Quando fu pronta tornò in camera e indossò il suo elegante abito verde: si guardò allo specchio e pensò che probabilmente quella sarebbe stata la sua vita fino alla fine dei suoi giorni. Si sedette davanti alla specchiera e iniziò ad acconciarsi i capelli: rimosse tutte le treccine e sistemò i ricci come di consueto quando doveva indossare quel genere di vestiti. Rimase per un po’ a fissare la sua immagine nello specchio con malinconia, poi mise un velo di rossetto e riordinò il piano di appoggio. Scese giù in sala per incontrare Gérald: lui la stava aspettando davanti al camino con le mani dietro la schiena.
<<Eccomi>> Disse Aveline annunciandosi per attirare la sua attenzione. <<Tesoro, sei bellissima. Non mi stancherò mai di dirtelo>> Le disse avvicinandosi. Le prese la mano e la baciò con galanteria. Aveline abbozzò un sorriso e gli consentì di darle un bacetto sulla guancia: se doveva tornare alla vita di sempre tanto valeva calarsi per bene nella parte, ed accettare che lui sarebbe presto diventato suo marito.
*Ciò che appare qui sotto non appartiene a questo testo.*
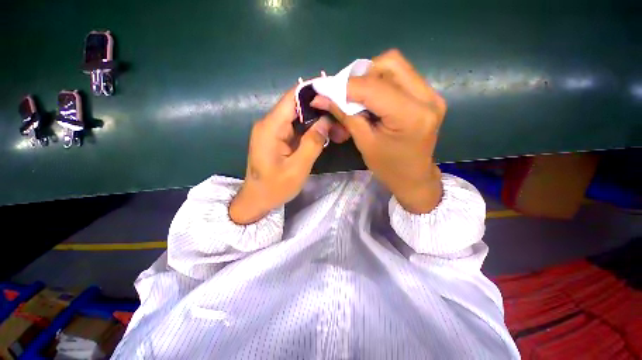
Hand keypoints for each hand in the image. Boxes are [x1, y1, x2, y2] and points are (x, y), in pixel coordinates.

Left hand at [229, 86, 348, 224]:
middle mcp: (270, 124)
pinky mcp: (278, 139)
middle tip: (341, 114)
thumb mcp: (298, 168)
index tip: (333, 90)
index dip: (312, 90)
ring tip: (338, 126)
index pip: (292, 97)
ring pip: (299, 118)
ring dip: (318, 121)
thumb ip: (313, 143)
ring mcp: (274, 131)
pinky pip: (297, 129)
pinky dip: (312, 131)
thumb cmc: (275, 187)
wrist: (257, 200)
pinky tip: (326, 134)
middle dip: (320, 109)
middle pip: (297, 107)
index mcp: (271, 127)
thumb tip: (326, 121)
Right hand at [311, 49, 446, 213]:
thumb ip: (345, 116)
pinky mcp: (429, 95)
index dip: (344, 86)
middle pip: (389, 63)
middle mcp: (427, 98)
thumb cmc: (389, 168)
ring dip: (370, 77)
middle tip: (346, 94)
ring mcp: (432, 94)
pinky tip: (372, 100)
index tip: (323, 88)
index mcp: (410, 116)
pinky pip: (401, 76)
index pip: (372, 88)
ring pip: (395, 66)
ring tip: (358, 98)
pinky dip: (381, 83)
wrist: (414, 177)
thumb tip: (321, 97)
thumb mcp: (364, 143)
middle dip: (361, 75)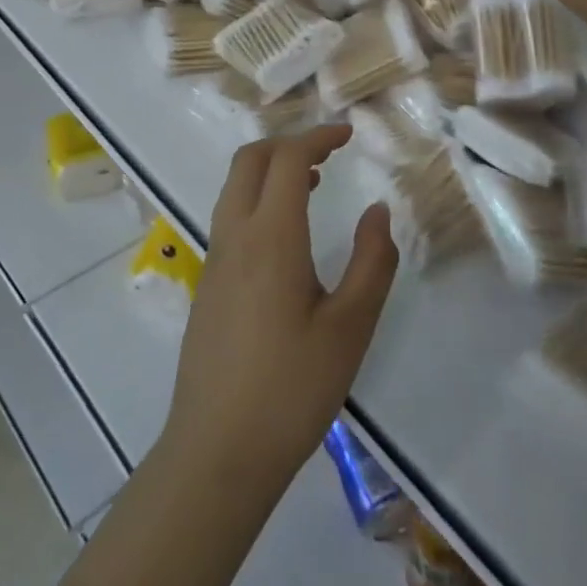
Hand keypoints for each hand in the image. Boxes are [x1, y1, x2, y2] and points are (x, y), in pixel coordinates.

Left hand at [160, 126, 397, 496]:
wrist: (217, 451)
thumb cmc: (292, 388)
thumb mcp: (350, 327)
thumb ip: (372, 261)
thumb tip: (378, 210)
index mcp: (270, 236)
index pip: (288, 159)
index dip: (318, 136)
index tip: (348, 134)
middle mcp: (234, 235)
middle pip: (250, 160)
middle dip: (288, 143)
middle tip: (328, 152)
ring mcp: (214, 259)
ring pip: (235, 187)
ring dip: (270, 171)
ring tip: (312, 185)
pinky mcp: (208, 284)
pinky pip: (230, 217)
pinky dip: (258, 199)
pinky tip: (287, 237)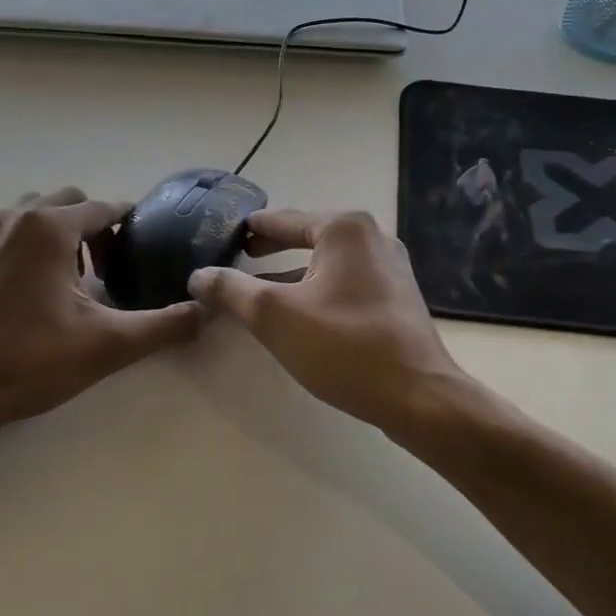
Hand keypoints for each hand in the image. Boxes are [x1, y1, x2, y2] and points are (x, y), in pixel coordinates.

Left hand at [0, 189, 200, 453]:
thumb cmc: (31, 361)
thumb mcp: (109, 345)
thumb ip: (165, 325)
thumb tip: (205, 311)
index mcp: (48, 227)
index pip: (103, 208)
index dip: (130, 226)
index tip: (145, 252)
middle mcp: (12, 218)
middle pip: (68, 202)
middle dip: (95, 227)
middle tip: (109, 271)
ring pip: (34, 214)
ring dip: (62, 234)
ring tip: (75, 279)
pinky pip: (8, 234)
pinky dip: (31, 247)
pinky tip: (37, 293)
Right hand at [188, 209, 469, 436]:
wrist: (417, 395)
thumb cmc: (344, 346)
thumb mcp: (274, 316)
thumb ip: (232, 291)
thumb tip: (199, 276)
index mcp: (345, 229)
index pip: (282, 220)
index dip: (249, 230)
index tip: (223, 235)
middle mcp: (372, 238)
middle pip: (307, 237)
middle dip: (271, 249)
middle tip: (239, 257)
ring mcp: (390, 268)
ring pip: (327, 263)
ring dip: (293, 275)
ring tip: (259, 289)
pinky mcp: (396, 297)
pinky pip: (346, 283)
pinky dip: (317, 290)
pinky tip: (300, 314)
<<Sediamoci>> Le disse facendole cenno di accomodarsi al grande tavolo posto di fianco a loro. Le scostò la sedia per farla sedere, da vero gentiluomo, poi si sedette davanti a lei. Iniziò: <<Non sai quanto mi sei mancata tesoro. Sono davvero felice che tu sia tornata sana e salva. Non posso tuttavia fare a meno di notare che c’è qualcosa che ti turba. Sai che a me puoi dire qualsiasi cosa>> Appoggiò la mano su quella di Aveline con fare rassicurante. Aveline apprezzava molto i suoi modi di fare così galanti e sinceri, ma quella sera proprio non riusciva a sentirsi a suo agio. Gli sorrise e gli rispose: <<Anche io sono contenta di essere di nuovo a casa, insieme a te. Devo confessarti che durante il mio viaggio me la sono vista brutta. Non tanto in missione quanto durante il tragitto dal Rohde Island alla tenuta di Davenport. Come ti ho accennato prima, sono stata attaccata da un orso che mi ha ferita gravemente al braccio. In quei momenti ho creduto davvero che sarei morta>>
<<E come sei riuscita a salvarti?>> Le domandò sorpreso. <<Grazie a Patince che ha trovato delle persone che mi hanno soccorsa e affidata alle cure di un medico: mi ha ricucito le ferite e medicata per quasi una settimana. Forse è per questo che mi trovi preoccupata>>
<<Caspita. Che brutta esperienza… Sarebbe meglio che tu ti facessi visitare dal tuo dottore>>
<<Avevo intenzione di andarci in questi giorni, per essere sicura che sia tutto a posto>>
<<Bene. Patience ha iniziato il suo addestramento con il Confratello Connor?>>
A sentirlo nominare ancora si sentì come se qualcuno le stesse trafiggendo lo stomaco: <<Si, ed è molto brava. Tu che mi racconti? Come vanno gli affari?>> Rispose, nel tentativo di cambiare rapidamente discorso. <<Ottimamente! Siamo praticamente al di sopra di tutta la concorrenza>> poi continuò dicendo: <<Ti volevo aggiornare su alcune informazioni che mi sono state passate da delle mie conoscenze. Si tratta della baia di Saint Louis: si vocifera di una crescente attività di vendita di schiavi; la situazione si è estesa a tutta la baia. In base a queste notizie ho visto uno schema di comportamente piuttosto simile a quello dei templari che agivano qui>>
Aveline si sentì come svegliata da quella sensazione di torpore in cui si trovava: <<Spiegami meglio: di preciso da dove viene questa voce?>>
<<La maggioranza delle voci vengono da Delisle. Sarebbe opportuno fare una verifica di persona>>
<<Giusto. Vorrei partire a breve. Sono stata fin troppo senza fare niente. Ho bisogno di impegnarmi e rimettermi al lavoro>>
Gèrarld le rispose sorridendo: <<Sei sempre la solita, non riesci a stare ferma. Va bene, come vuoi>>
<<Potrai perdonarmi? Ti lascio di nuovo solo a mandare avanti tutto>>
<<Tranquilla: l’azienda di tuo padre è in buone mani>>
Finirono di cenare e poi si ritirarono nelle proprie stanze. Nei due giorni successivi Aveline si preparò per il viaggio.